A garganta apertou, as palavras ficando presas. Pisquei, tentando conter as lágrimas, mas a lembrança dela era um golpe constante.

— Você era a única pessoa que me fazia sentir vivo, Mariana. Agora tudo parece... vazio.

Eu me ajoelhei, o buquê ainda fresco diante de mim, enquanto a dor que sempre carreguei se manifestava em lágrimas que não consegui conter.

— Eu matei você. — As palavras saíram como veneno, corroendo tudo em mim. — Fui eu. Não Lorenzo, não ninguém. Ele só mexeu na ferida que eu já carregava. Minha paranoia, minha maldita incapacidade de confiar...

Fechei os olhos, mas a imagem dela, naquela noite, voltou com força. O sangue manchando o tapete, o olhar dela cheio de dor, mas não de ódio. Nem mesmo em seus últimos momentos ela me odiou.

— Você estava grávida. — Minha voz quebrou. — Do nosso filho. Eu arranquei isso de nós dois. Arranquei sua vida, arranquei tudo o que poderíamos ter tido.

Toquei a aliança que ainda usava no dedo. Nunca a tirei. Nunca consegui.

— Eu penso muito em como seria... nossa vida juntos. Nosso filho correndo por aí, sua risada enchendo a casa. Mas tudo isso é só um sonho agora. Um sonho que eu destruí.

A chuva escorria pelo meu rosto, misturando-se com as lágrimas. Olhei para o céu, as nuvens pesadas refletindo o caos dentro de mim.

— Eu nunca poderei corrigir isso, Mariana. Nunca poderei me perdoar. Eu vivi todos esses anos tentando construir algo grande o suficiente para apagar o que fiz, mas tudo o que consegui foi criar um império vazio. Você era meu tudo. E eu acabei com isso.

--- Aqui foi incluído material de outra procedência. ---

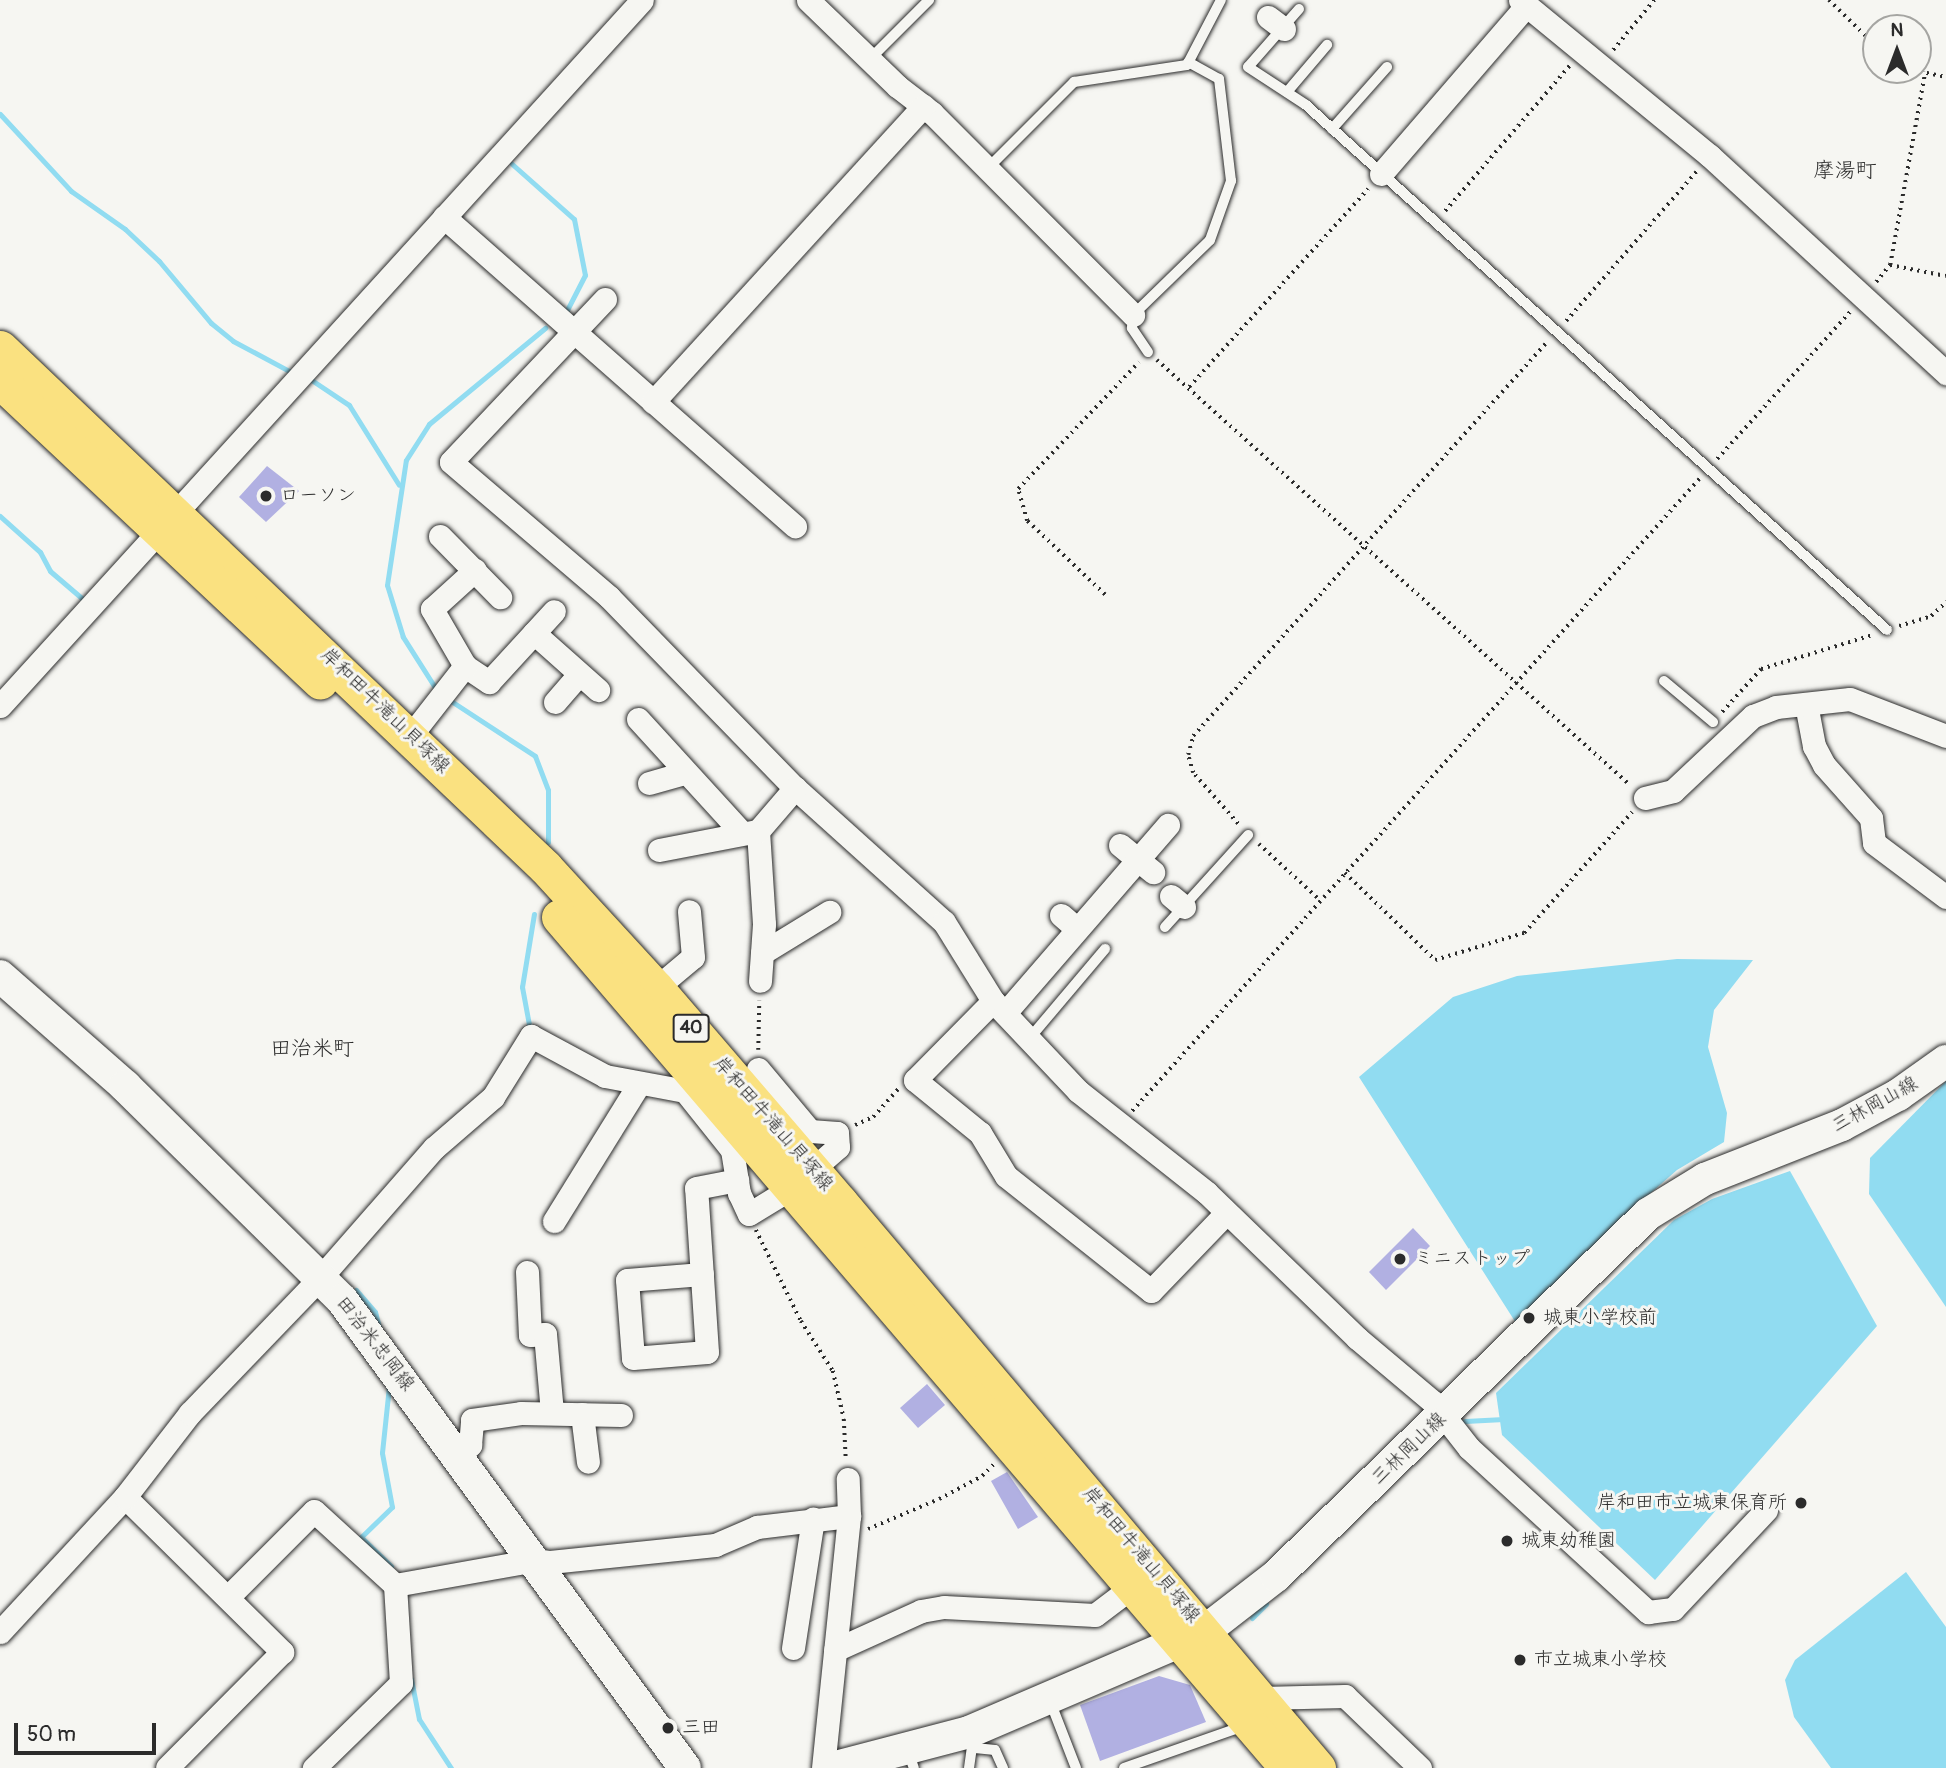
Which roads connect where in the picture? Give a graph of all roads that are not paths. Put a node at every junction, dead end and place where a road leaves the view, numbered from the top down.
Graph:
1 (642, 0) edge
2 (807, 0) edge
3 (929, 0) edge
4 (1221, 0) edge
5 (1524, 3) edge
6 (1299, 9) dead end
7 (1327, 45) dead end
8 (869, 60) junction
9 (1188, 62) junction
10 (1387, 67) dead end
11 (1287, 92) junction
12 (923, 106) junction
13 (1332, 129) junction
14 (988, 168) junction
15 (1381, 174) junction
16 (444, 217) junction
17 (605, 299) dead end
18 (1133, 314) junction
19 (575, 334) junction
20 (0, 348) edge
21 (1149, 352) road end
22 (1946, 373) edge
23 (0, 381) edge
24 (653, 402) junction
25 (165, 523) junction
26 (795, 526) dead end
27 (440, 536) dead end
28 (475, 570) junction
29 (500, 597) dead end
30 (554, 611) dead end
31 (1887, 630) dead end
32 (534, 634) junction
33 (465, 666) junction
34 (579, 674) junction
35 (1664, 681) dead end
36 (598, 690) dead end
37 (555, 702) dead end
38 (1806, 704) junction
39 (0, 706) edge
40 (638, 719) dead end
41 (1713, 722) dead end
42 (411, 735) junction
43 (1946, 736) edge
44 (684, 773) junction
45 (649, 783) dead end
46 (795, 788) junction
47 (1645, 798) road end
48 (1168, 825) dead end
49 (750, 832) junction
50 (1248, 835) road end
51 (659, 850) dead end
52 (1946, 897) edge
53 (690, 911) dead end
54 (830, 912) dead end
55 (1165, 927) dead end
56 (1105, 949) dead end
57 (762, 953) junction
58 (0, 976) edge
59 (760, 981) road end
60 (656, 988) junction
61 (999, 1007) junction
62 (1029, 1039) junction
63 (1946, 1061) edge
64 (758, 1069) road end
65 (639, 1084) junction
66 (803, 1179) junction
67 (737, 1180) junction
68 (1226, 1213) junction
69 (554, 1221) dead end
70 (527, 1272) dead end
71 (702, 1274) junction
72 (321, 1277) junction
73 (552, 1413) junction
74 (582, 1414) junction
75 (621, 1415) dead end
76 (1444, 1417) junction
77 (459, 1456) junction
78 (588, 1462) dead end
79 (848, 1479) road end
80 (125, 1497) junction
81 (1766, 1510) dead end
82 (813, 1519) junction
83 (848, 1527) junction
84 (535, 1560) junction
85 (395, 1585) junction
86 (1132, 1587) junction
87 (229, 1596) junction
88 (0, 1632) edge
89 (1192, 1638) junction
90 (793, 1648) dead end
91 (835, 1650) junction
92 (1049, 1699) junction
93 (1255, 1710) junction
94 (972, 1740) junction
95 (911, 1759) edge
96 (167, 1768) edge
97 (314, 1768) edge
98 (685, 1768) edge
99 (823, 1768) edge
100 (832, 1768) edge
101 (970, 1768) edge
102 (1003, 1768) edge
103 (1076, 1768) edge
104 (1124, 1768) edge
105 (1287, 1768) edge
106 (1318, 1768) edge
107 (1420, 1768) edge

1 - 16 street
2 - 8 street
3 - 8 lane
4 - 9 lane
5 - 15 street
5 - 22 street
6 - 11 lane
7 - 11 lane
8 - 12 street
9 - 14 lane
9 - 18 lane
10 - 13 lane
11 - 13 lane
12 - 14 street
12 - 24 street
13 - 15 lane
14 - 18 street
15 - 31 lane
16 - 19 street
16 - 25 street
17 - 19 street
18 - 21 lane
19 - 24 street
19 - 46 street
20 - 25 main road, 岸和田牛滝山貝塚線 / 40
23 - 25 main road, 岸和田牛滝山貝塚線 / 40
24 - 26 street
25 - 39 street
25 - 42 main road, 岸和田牛滝山貝塚線 / 40
25 - 66 main road, 岸和田牛滝山貝塚線 / 40
27 - 28 street
28 - 29 street
28 - 33 street
30 - 32 street
32 - 33 street
32 - 34 street
33 - 42 street
34 - 36 street
34 - 37 street
35 - 41 lane
38 - 43 street
38 - 47 street
38 - 52 street
40 - 44 street
42 - 60 main road, 岸和田牛滝山貝塚線 / 40
44 - 45 street
44 - 49 street
46 - 49 street
46 - 61 street
48 - 61 street
49 - 51 street
49 - 57 street
50 - 55 lane
53 - 60 street
54 - 57 street
56 - 62 lane
57 - 59 street
58 - 72 main road, 田治米忠岡線
60 - 66 main road, 岸和田牛滝山貝塚線 / 40
61 - 62 street
61 - 68 street
62 - 68 street
63 - 76 main road, 三林岡山線
64 - 66 street
65 - 67 street
65 - 69 street
65 - 72 street
66 - 67 street
66 - 86 main road, 岸和田牛滝山貝塚線 / 40
66 - 89 main road, 岸和田牛滝山貝塚線 / 40
67 - 71 street
68 - 76 street
70 - 73 street
71 - 71 street
72 - 77 main road, 田治米忠岡線
72 - 80 street
73 - 74 street
73 - 77 street
74 - 75 street
74 - 78 street
76 - 81 street
76 - 89 main road, 三林岡山線
77 - 84 main road, 田治米忠岡線
79 - 83 street
80 - 87 street
80 - 88 street
82 - 83 street
82 - 84 street
82 - 90 street
83 - 91 street
84 - 85 street
84 - 98 main road, 田治米忠岡線
85 - 87 street
85 - 97 street
86 - 89 main road, 岸和田牛滝山貝塚線 / 40
86 - 91 street
87 - 96 street
89 - 92 main road, 三林岡山線
89 - 93 main road, 岸和田牛滝山貝塚線 / 40
91 - 99 street
92 - 94 main road, 三林岡山線
92 - 103 lane
93 - 104 lane
93 - 105 main road, 岸和田牛滝山貝塚線 / 40
93 - 106 main road, 岸和田牛滝山貝塚線 / 40
93 - 107 street
94 - 95 main road, 三林岡山線
94 - 101 lane
94 - 102 lane
95 - 100 main road, 三林岡山線

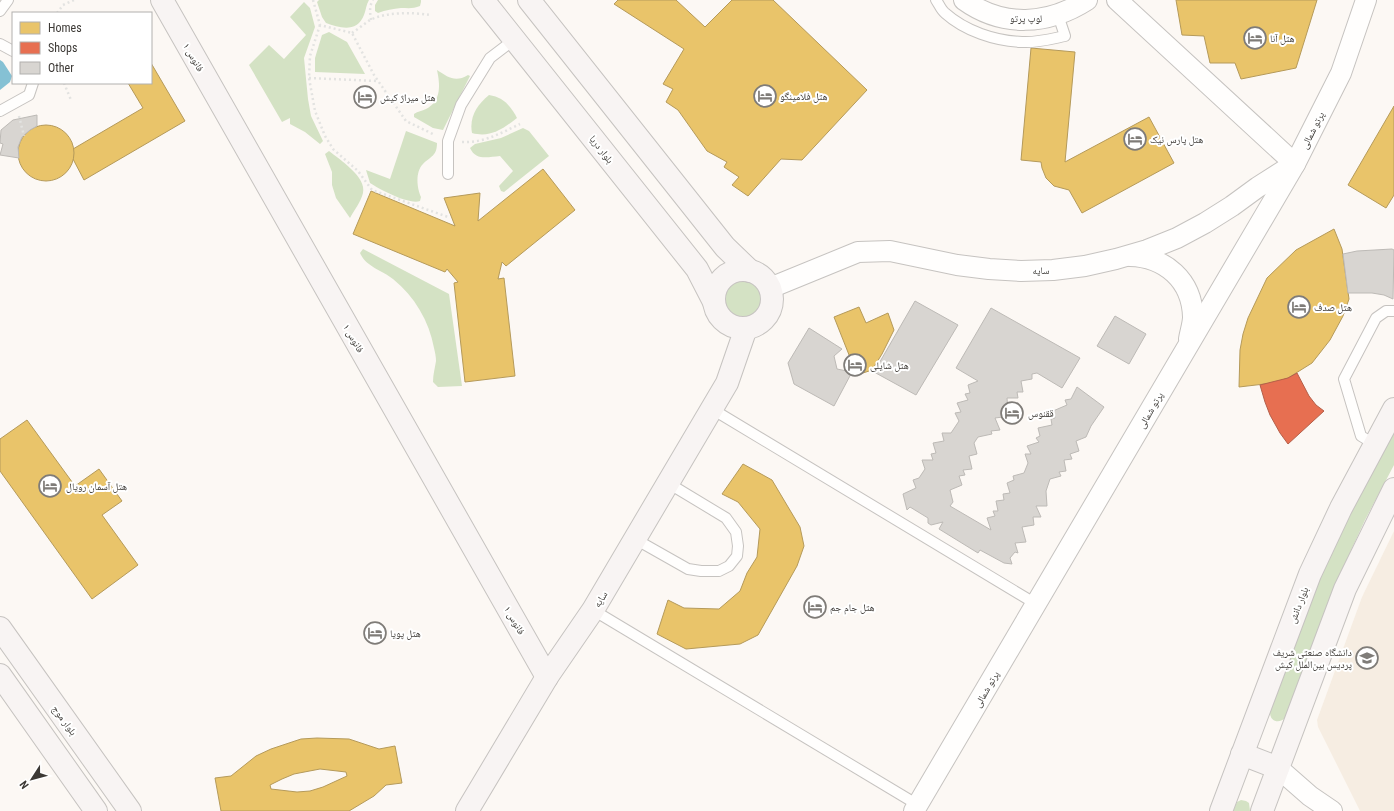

Fiquei em silêncio por alguns minutos, deixando o vento levar minhas palavras. A dor era tão antiga quanto o amor que ainda queimava dentro de mim.

— Eu te amei. Amo você. Sempre amarei. — Beijei a lápide, a sensação gelada da pedra um lembrete cruel de que ela nunca mais me ouviria.

Levantei-me, com o coração pesado como sempre, e dei alguns passos para trás. Olhei uma última vez para o túmulo antes de virar as costas.

A chuva aumentou, mas eu não me importei. No fundo, sabia que aquele seria meu destino: viver na sombra do que poderia ter sido, carregando o peso de escolhas que não posso desfazer.